Items from a data source:

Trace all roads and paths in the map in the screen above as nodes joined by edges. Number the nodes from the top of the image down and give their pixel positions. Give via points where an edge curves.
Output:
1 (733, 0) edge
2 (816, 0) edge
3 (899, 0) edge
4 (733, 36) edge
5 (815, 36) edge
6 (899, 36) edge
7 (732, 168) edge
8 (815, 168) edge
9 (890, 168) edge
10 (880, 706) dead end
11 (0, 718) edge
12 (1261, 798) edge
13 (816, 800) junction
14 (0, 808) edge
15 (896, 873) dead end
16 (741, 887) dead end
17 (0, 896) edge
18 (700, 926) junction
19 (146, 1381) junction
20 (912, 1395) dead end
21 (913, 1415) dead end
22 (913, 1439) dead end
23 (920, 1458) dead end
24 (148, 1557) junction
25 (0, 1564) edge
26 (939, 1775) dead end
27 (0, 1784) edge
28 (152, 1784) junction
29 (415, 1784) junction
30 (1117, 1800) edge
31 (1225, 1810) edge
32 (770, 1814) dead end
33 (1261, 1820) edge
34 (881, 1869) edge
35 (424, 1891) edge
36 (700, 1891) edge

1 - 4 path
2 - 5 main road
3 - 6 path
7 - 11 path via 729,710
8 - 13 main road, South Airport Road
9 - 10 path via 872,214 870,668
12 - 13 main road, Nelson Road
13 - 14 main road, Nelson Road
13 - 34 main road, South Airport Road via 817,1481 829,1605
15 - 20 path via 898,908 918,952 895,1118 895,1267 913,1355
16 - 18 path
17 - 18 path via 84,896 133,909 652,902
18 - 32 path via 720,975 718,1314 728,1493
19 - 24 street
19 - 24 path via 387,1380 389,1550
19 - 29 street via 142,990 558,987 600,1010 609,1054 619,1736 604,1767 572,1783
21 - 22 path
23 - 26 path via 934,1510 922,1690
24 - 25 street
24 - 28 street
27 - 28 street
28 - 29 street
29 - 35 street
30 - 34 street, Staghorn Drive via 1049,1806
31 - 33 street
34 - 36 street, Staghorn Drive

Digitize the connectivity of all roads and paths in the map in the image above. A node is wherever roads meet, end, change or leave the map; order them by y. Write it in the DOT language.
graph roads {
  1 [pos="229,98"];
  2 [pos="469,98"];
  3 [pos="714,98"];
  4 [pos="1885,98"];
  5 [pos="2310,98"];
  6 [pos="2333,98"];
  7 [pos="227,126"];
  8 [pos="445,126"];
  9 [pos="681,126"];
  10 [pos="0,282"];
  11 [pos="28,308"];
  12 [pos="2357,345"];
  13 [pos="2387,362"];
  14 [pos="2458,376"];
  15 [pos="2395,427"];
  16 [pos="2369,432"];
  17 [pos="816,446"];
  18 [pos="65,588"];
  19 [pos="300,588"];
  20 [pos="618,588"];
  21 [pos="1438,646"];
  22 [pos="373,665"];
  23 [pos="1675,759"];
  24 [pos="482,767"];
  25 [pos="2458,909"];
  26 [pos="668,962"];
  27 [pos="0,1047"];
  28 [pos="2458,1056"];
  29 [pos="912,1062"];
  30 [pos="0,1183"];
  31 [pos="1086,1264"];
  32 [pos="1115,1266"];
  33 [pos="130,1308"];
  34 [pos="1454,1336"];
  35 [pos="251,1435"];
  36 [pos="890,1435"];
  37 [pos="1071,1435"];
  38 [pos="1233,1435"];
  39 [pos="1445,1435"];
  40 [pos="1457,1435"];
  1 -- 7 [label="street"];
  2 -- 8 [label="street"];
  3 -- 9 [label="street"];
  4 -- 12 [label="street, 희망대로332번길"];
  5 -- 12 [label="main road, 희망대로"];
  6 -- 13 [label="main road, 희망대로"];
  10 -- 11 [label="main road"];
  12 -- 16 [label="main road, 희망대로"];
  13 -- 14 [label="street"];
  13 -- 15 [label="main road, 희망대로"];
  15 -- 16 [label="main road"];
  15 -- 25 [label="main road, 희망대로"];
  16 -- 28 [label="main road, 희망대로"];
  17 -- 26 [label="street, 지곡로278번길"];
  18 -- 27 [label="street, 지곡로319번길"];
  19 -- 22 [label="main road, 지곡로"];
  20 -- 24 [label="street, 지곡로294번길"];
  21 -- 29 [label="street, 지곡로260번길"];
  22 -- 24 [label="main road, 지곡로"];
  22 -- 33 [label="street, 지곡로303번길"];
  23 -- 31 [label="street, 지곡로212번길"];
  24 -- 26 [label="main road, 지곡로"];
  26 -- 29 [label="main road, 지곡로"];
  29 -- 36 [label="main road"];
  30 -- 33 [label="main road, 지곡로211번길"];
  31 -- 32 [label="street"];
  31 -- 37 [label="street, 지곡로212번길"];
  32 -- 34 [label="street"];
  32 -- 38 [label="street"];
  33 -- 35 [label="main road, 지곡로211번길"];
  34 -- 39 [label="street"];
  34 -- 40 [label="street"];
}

WHAT THE TASK ASKS —
Each record above is to be restated word for word.

TASK RESPONSE —
Trace all roads and paths in the map in the screen above as nodes joined by edges. Number the nodes from the top of the image down and give their pixel positions. Give via points where an edge curves.
Output:
1 (733, 0) edge
2 (816, 0) edge
3 (899, 0) edge
4 (733, 36) edge
5 (815, 36) edge
6 (899, 36) edge
7 (732, 168) edge
8 (815, 168) edge
9 (890, 168) edge
10 (880, 706) dead end
11 (0, 718) edge
12 (1261, 798) edge
13 (816, 800) junction
14 (0, 808) edge
15 (896, 873) dead end
16 (741, 887) dead end
17 (0, 896) edge
18 (700, 926) junction
19 (146, 1381) junction
20 (912, 1395) dead end
21 (913, 1415) dead end
22 (913, 1439) dead end
23 (920, 1458) dead end
24 (148, 1557) junction
25 (0, 1564) edge
26 (939, 1775) dead end
27 (0, 1784) edge
28 (152, 1784) junction
29 (415, 1784) junction
30 (1117, 1800) edge
31 (1225, 1810) edge
32 (770, 1814) dead end
33 (1261, 1820) edge
34 (881, 1869) edge
35 (424, 1891) edge
36 (700, 1891) edge

1 - 4 path
2 - 5 main road
3 - 6 path
7 - 11 path via 729,710
8 - 13 main road, South Airport Road
9 - 10 path via 872,214 870,668
12 - 13 main road, Nelson Road
13 - 14 main road, Nelson Road
13 - 34 main road, South Airport Road via 817,1481 829,1605
15 - 20 path via 898,908 918,952 895,1118 895,1267 913,1355
16 - 18 path
17 - 18 path via 84,896 133,909 652,902
18 - 32 path via 720,975 718,1314 728,1493
19 - 24 street
19 - 24 path via 387,1380 389,1550
19 - 29 street via 142,990 558,987 600,1010 609,1054 619,1736 604,1767 572,1783
21 - 22 path
23 - 26 path via 934,1510 922,1690
24 - 25 street
24 - 28 street
27 - 28 street
28 - 29 street
29 - 35 street
30 - 34 street, Staghorn Drive via 1049,1806
31 - 33 street
34 - 36 street, Staghorn Drive

Digitize the connectivity of all roads and paths in the map in the image above. A node is wherever roads meet, end, change or leave the map; order them by y. Write it in the DOT language.
graph roads {
  1 [pos="229,98"];
  2 [pos="469,98"];
  3 [pos="714,98"];
  4 [pos="1885,98"];
  5 [pos="2310,98"];
  6 [pos="2333,98"];
  7 [pos="227,126"];
  8 [pos="445,126"];
  9 [pos="681,126"];
  10 [pos="0,282"];
  11 [pos="28,308"];
  12 [pos="2357,345"];
  13 [pos="2387,362"];
  14 [pos="2458,376"];
  15 [pos="2395,427"];
  16 [pos="2369,432"];
  17 [pos="816,446"];
  18 [pos="65,588"];
  19 [pos="300,588"];
  20 [pos="618,588"];
  21 [pos="1438,646"];
  22 [pos="373,665"];
  23 [pos="1675,759"];
  24 [pos="482,767"];
  25 [pos="2458,909"];
  26 [pos="668,962"];
  27 [pos="0,1047"];
  28 [pos="2458,1056"];
  29 [pos="912,1062"];
  30 [pos="0,1183"];
  31 [pos="1086,1264"];
  32 [pos="1115,1266"];
  33 [pos="130,1308"];
  34 [pos="1454,1336"];
  35 [pos="251,1435"];
  36 [pos="890,1435"];
  37 [pos="1071,1435"];
  38 [pos="1233,1435"];
  39 [pos="1445,1435"];
  40 [pos="1457,1435"];
  1 -- 7 [label="street"];
  2 -- 8 [label="street"];
  3 -- 9 [label="street"];
  4 -- 12 [label="street, 희망대로332번길"];
  5 -- 12 [label="main road, 희망대로"];
  6 -- 13 [label="main road, 희망대로"];
  10 -- 11 [label="main road"];
  12 -- 16 [label="main road, 희망대로"];
  13 -- 14 [label="street"];
  13 -- 15 [label="main road, 희망대로"];
  15 -- 16 [label="main road"];
  15 -- 25 [label="main road, 희망대로"];
  16 -- 28 [label="main road, 희망대로"];
  17 -- 26 [label="street, 지곡로278번길"];
  18 -- 27 [label="street, 지곡로319번길"];
  19 -- 22 [label="main road, 지곡로"];
  20 -- 24 [label="street, 지곡로294번길"];
  21 -- 29 [label="street, 지곡로260번길"];
  22 -- 24 [label="main road, 지곡로"];
  22 -- 33 [label="street, 지곡로303번길"];
  23 -- 31 [label="street, 지곡로212번길"];
  24 -- 26 [label="main road, 지곡로"];
  26 -- 29 [label="main road, 지곡로"];
  29 -- 36 [label="main road"];
  30 -- 33 [label="main road, 지곡로211번길"];
  31 -- 32 [label="street"];
  31 -- 37 [label="street, 지곡로212번길"];
  32 -- 34 [label="street"];
  32 -- 38 [label="street"];
  33 -- 35 [label="main road, 지곡로211번길"];
  34 -- 39 [label="street"];
  34 -- 40 [label="street"];
}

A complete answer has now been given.